About this exercise - From the first line down to the one containing "middle mcp: (636, 945)", reproduce the entries below exactly and leave out the pictures.

Keypoint text descriptions:
▶
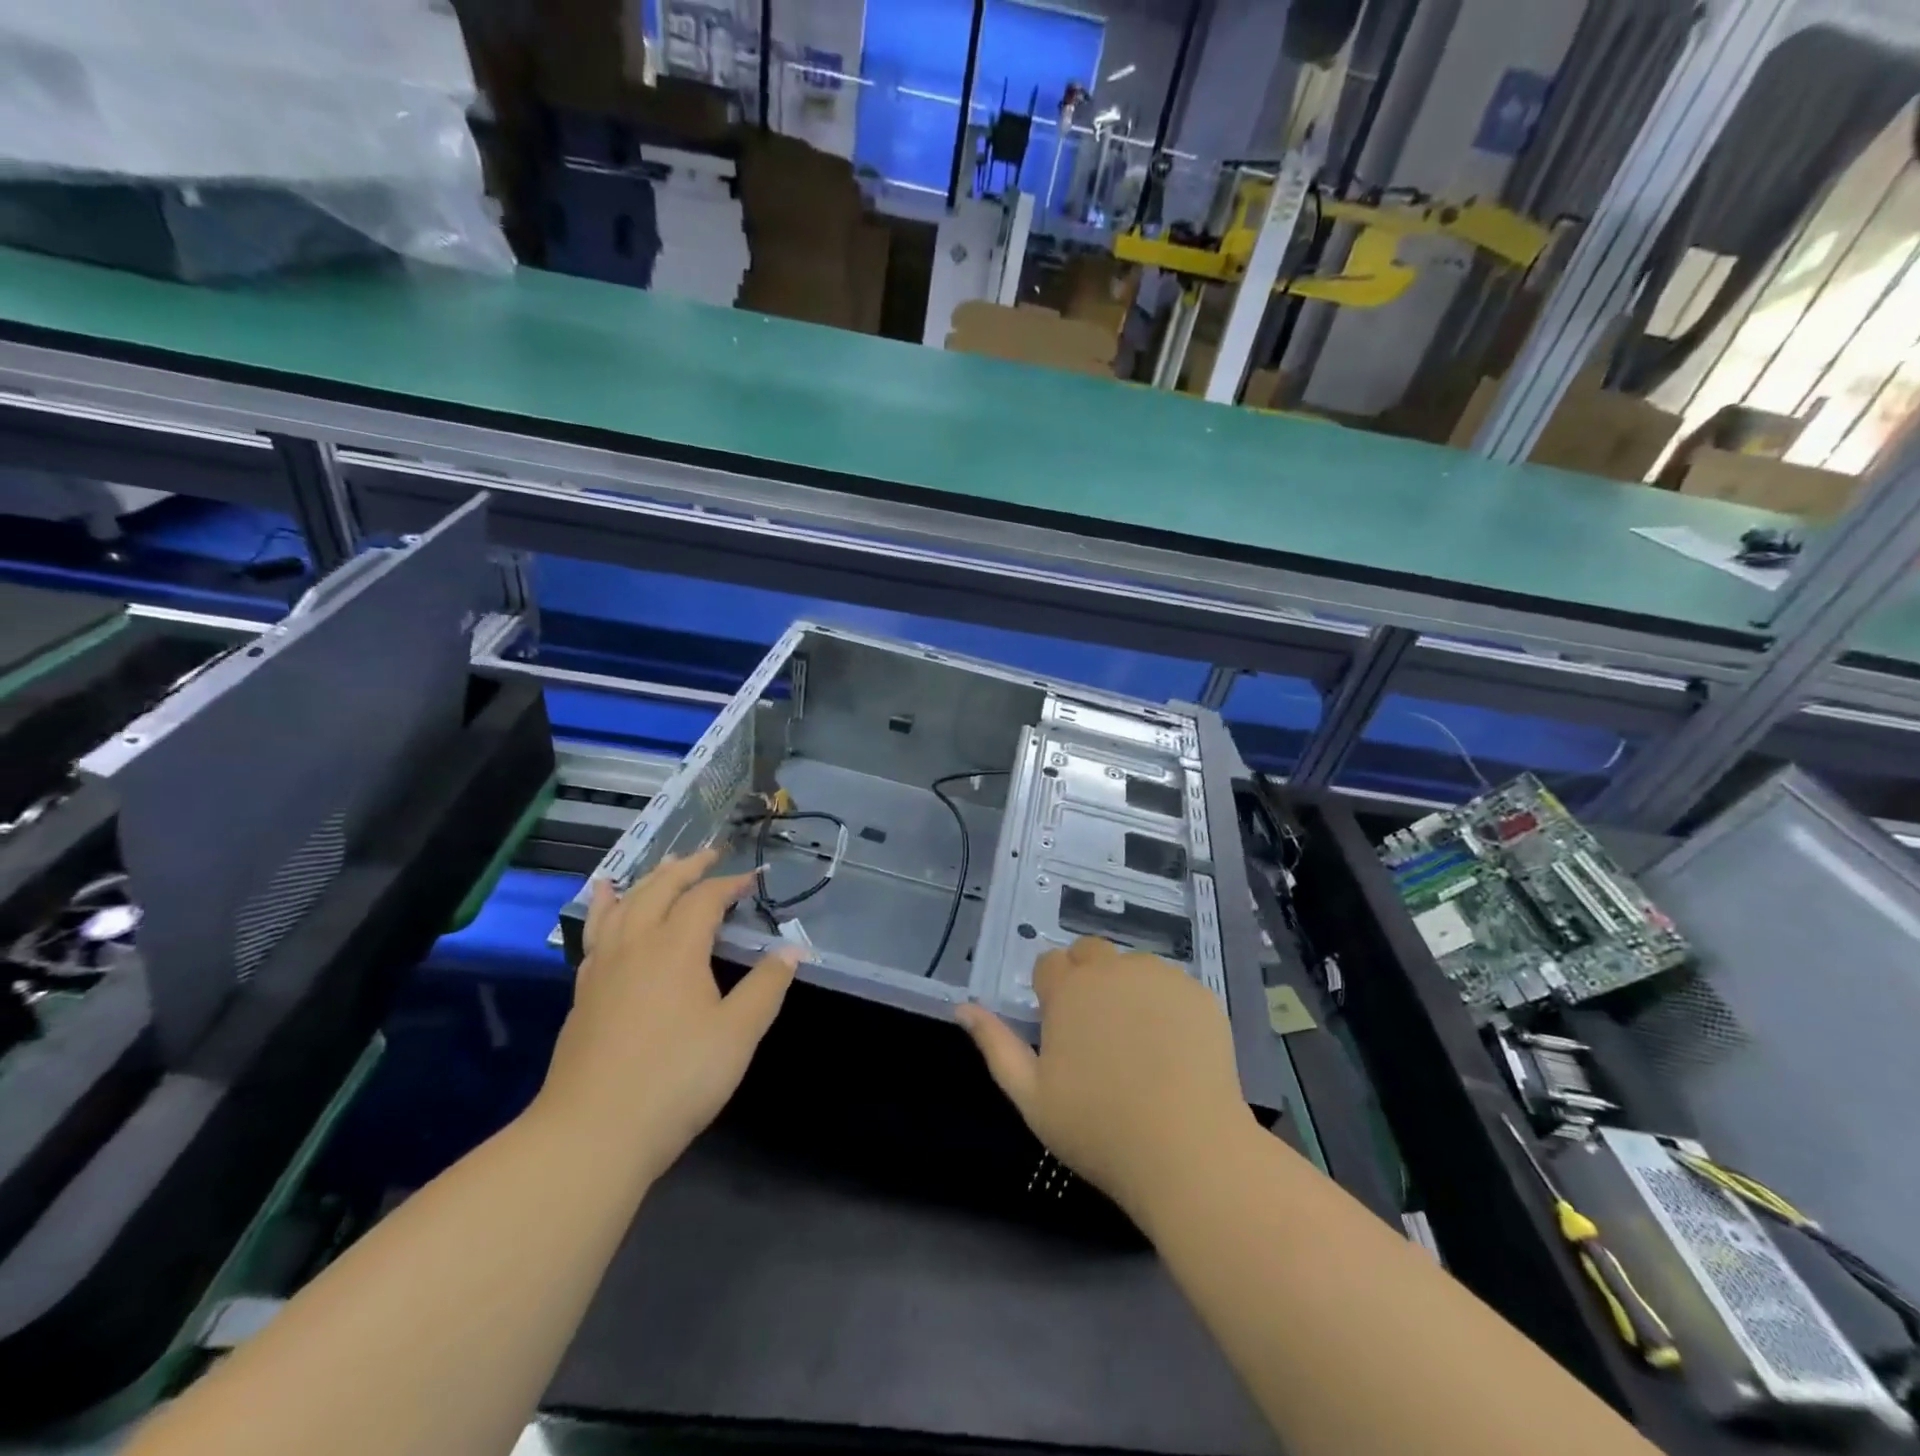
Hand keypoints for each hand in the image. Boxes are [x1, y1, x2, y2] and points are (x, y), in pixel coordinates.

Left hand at [537, 848, 800, 1177]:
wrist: (593, 1133)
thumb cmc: (677, 1079)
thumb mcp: (738, 1034)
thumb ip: (766, 986)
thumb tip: (793, 950)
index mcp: (676, 948)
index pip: (705, 899)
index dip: (731, 884)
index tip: (754, 879)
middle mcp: (636, 945)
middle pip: (660, 889)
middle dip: (687, 868)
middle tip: (708, 855)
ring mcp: (603, 968)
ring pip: (623, 906)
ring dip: (646, 880)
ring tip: (659, 865)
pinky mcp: (583, 993)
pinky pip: (596, 934)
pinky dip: (604, 909)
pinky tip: (606, 908)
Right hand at [956, 938, 1254, 1224]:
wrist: (1188, 1151)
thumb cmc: (1099, 1129)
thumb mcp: (1031, 1096)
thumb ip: (995, 1045)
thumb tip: (963, 1007)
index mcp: (1068, 990)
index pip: (1049, 964)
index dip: (1051, 992)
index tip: (1061, 1028)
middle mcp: (1112, 969)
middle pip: (1090, 953)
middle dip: (1086, 978)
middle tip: (1096, 1030)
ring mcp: (1160, 978)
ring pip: (1132, 966)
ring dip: (1126, 987)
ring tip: (1138, 1041)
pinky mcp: (1199, 994)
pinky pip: (1171, 985)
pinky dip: (1165, 1003)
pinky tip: (1173, 1047)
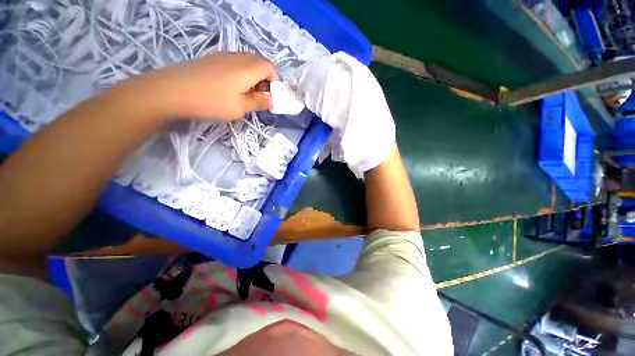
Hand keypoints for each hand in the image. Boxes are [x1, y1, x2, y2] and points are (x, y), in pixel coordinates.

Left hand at [139, 53, 278, 120]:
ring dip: (253, 78)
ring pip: (246, 63)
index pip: (270, 67)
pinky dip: (240, 75)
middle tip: (261, 97)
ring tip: (247, 95)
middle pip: (259, 63)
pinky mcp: (211, 61)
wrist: (172, 91)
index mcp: (248, 68)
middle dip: (265, 80)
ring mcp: (222, 57)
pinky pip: (234, 64)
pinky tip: (231, 89)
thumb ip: (259, 102)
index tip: (274, 96)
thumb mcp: (240, 107)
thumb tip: (271, 100)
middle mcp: (237, 57)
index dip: (276, 81)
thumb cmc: (212, 101)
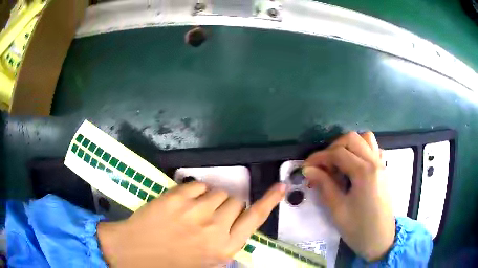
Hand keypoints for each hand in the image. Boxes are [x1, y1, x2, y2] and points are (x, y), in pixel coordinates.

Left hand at [97, 181, 285, 267]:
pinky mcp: (176, 197)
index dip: (270, 201)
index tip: (281, 186)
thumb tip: (235, 229)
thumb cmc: (169, 264)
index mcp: (224, 247)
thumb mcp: (204, 264)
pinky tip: (184, 203)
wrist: (132, 253)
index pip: (255, 219)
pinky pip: (197, 184)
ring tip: (195, 211)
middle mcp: (214, 227)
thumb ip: (224, 247)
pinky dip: (194, 191)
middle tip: (211, 217)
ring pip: (217, 191)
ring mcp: (194, 210)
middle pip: (235, 201)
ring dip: (211, 198)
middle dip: (226, 207)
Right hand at [303, 132, 394, 260]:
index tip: (306, 166)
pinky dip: (362, 150)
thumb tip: (308, 169)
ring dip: (349, 145)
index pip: (338, 153)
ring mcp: (381, 164)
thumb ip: (324, 185)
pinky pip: (374, 149)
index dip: (319, 157)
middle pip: (352, 139)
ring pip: (365, 139)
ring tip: (339, 162)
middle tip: (323, 165)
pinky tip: (354, 165)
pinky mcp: (384, 170)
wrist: (380, 239)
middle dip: (333, 147)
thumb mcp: (337, 209)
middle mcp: (375, 162)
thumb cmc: (358, 228)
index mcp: (364, 172)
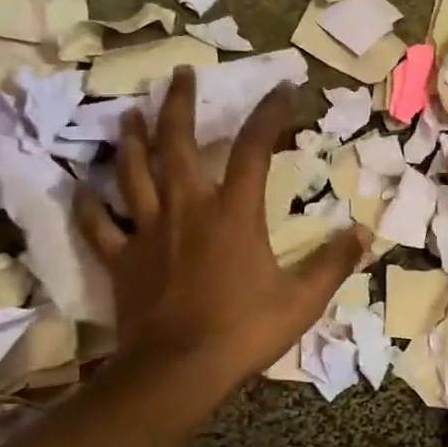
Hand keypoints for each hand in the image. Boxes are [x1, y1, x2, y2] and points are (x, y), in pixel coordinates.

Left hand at [74, 68, 365, 381]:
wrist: (177, 371)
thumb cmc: (243, 331)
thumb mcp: (302, 300)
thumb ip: (333, 262)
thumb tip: (364, 232)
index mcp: (233, 212)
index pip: (253, 149)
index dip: (269, 115)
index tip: (283, 89)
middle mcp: (187, 208)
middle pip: (177, 144)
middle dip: (179, 105)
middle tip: (180, 74)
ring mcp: (148, 231)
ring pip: (133, 173)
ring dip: (131, 140)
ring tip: (129, 114)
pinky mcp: (121, 259)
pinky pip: (99, 225)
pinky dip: (89, 205)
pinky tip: (82, 187)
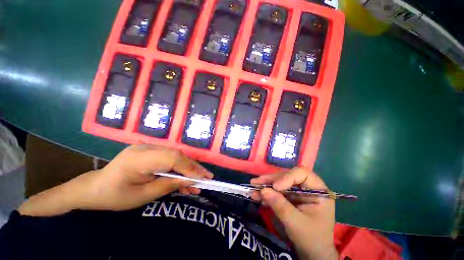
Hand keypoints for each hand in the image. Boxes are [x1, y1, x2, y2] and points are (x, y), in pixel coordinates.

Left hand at [82, 144, 212, 210]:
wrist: (96, 188)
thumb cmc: (115, 196)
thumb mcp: (143, 196)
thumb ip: (168, 185)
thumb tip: (191, 181)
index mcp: (139, 158)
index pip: (172, 158)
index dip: (189, 168)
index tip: (202, 178)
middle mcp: (146, 147)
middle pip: (177, 155)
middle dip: (193, 167)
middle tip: (206, 177)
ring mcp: (149, 147)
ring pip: (176, 156)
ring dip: (188, 168)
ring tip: (199, 179)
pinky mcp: (152, 151)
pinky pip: (170, 158)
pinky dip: (179, 167)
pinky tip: (185, 177)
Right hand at [251, 168, 336, 259]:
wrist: (312, 253)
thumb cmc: (311, 239)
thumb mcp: (296, 224)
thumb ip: (280, 206)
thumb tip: (263, 191)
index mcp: (318, 191)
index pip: (302, 174)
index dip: (287, 177)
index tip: (275, 187)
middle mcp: (307, 187)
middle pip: (287, 176)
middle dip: (271, 180)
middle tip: (256, 182)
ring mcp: (298, 191)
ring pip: (280, 182)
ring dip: (266, 185)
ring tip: (253, 187)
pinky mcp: (290, 196)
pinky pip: (277, 190)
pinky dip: (267, 193)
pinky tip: (257, 195)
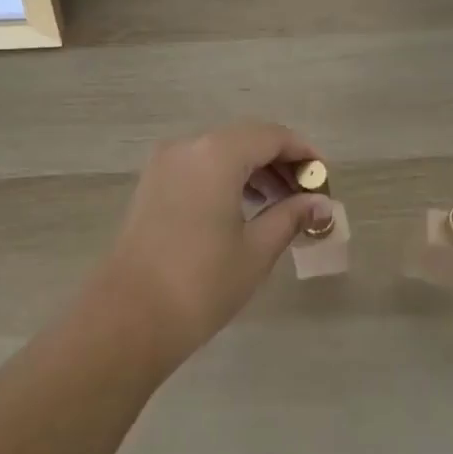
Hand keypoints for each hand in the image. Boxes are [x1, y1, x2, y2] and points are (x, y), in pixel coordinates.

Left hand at [97, 121, 334, 368]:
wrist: (129, 317)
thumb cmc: (201, 282)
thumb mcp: (256, 249)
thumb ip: (291, 216)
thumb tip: (321, 204)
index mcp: (217, 153)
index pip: (271, 136)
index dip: (302, 153)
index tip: (323, 179)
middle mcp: (188, 146)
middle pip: (245, 139)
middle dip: (279, 162)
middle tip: (306, 196)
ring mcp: (164, 163)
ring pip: (220, 151)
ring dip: (252, 170)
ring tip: (279, 205)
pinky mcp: (152, 183)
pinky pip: (199, 166)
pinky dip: (225, 177)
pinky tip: (243, 208)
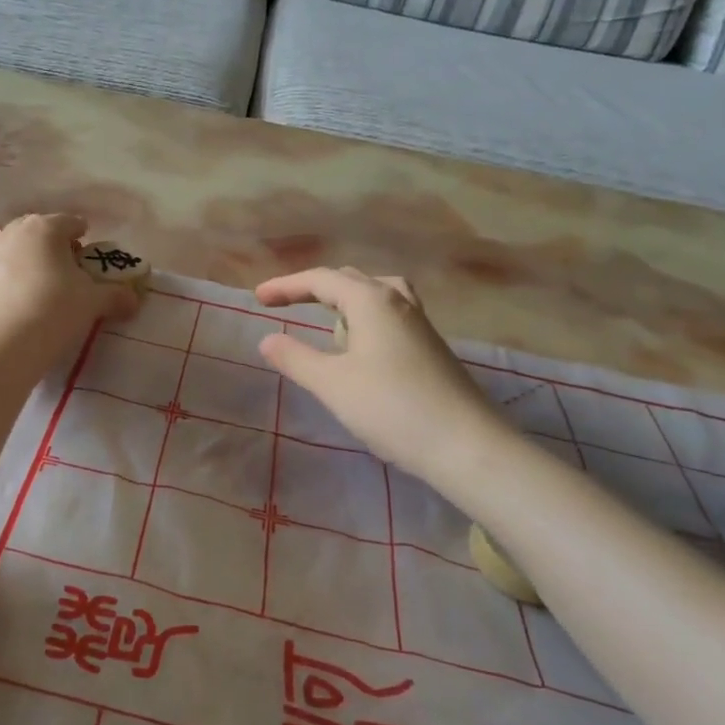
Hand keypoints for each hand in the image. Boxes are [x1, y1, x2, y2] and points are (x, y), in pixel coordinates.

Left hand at [0, 215, 136, 355]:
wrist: (4, 342)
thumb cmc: (54, 311)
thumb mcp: (93, 302)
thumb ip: (115, 296)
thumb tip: (134, 299)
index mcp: (45, 228)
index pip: (69, 222)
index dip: (82, 234)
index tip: (88, 251)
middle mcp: (12, 232)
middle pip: (35, 227)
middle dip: (49, 240)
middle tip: (63, 266)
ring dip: (11, 244)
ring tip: (25, 267)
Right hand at [254, 268, 503, 475]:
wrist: (466, 445)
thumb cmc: (392, 408)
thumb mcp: (332, 384)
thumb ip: (295, 358)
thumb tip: (267, 339)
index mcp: (371, 300)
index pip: (321, 279)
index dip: (286, 285)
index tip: (258, 299)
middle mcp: (397, 301)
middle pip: (349, 280)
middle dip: (313, 289)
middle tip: (283, 305)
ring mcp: (419, 324)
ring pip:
◀
Your solution -
Hand keypoints for each hand in the image. Boxes are [x1, y1, x2, y2] and points are (x, y), in pixel coordinates.

Left hand at [537, 848, 800, 1177]:
wrist: (593, 1133)
thumb cmc: (677, 1079)
thumb mcp: (738, 1034)
thumb ip: (766, 986)
thumb tip: (793, 950)
index mcp: (676, 948)
index pip: (705, 899)
index dip: (731, 884)
index tip: (754, 879)
middle mcp: (636, 945)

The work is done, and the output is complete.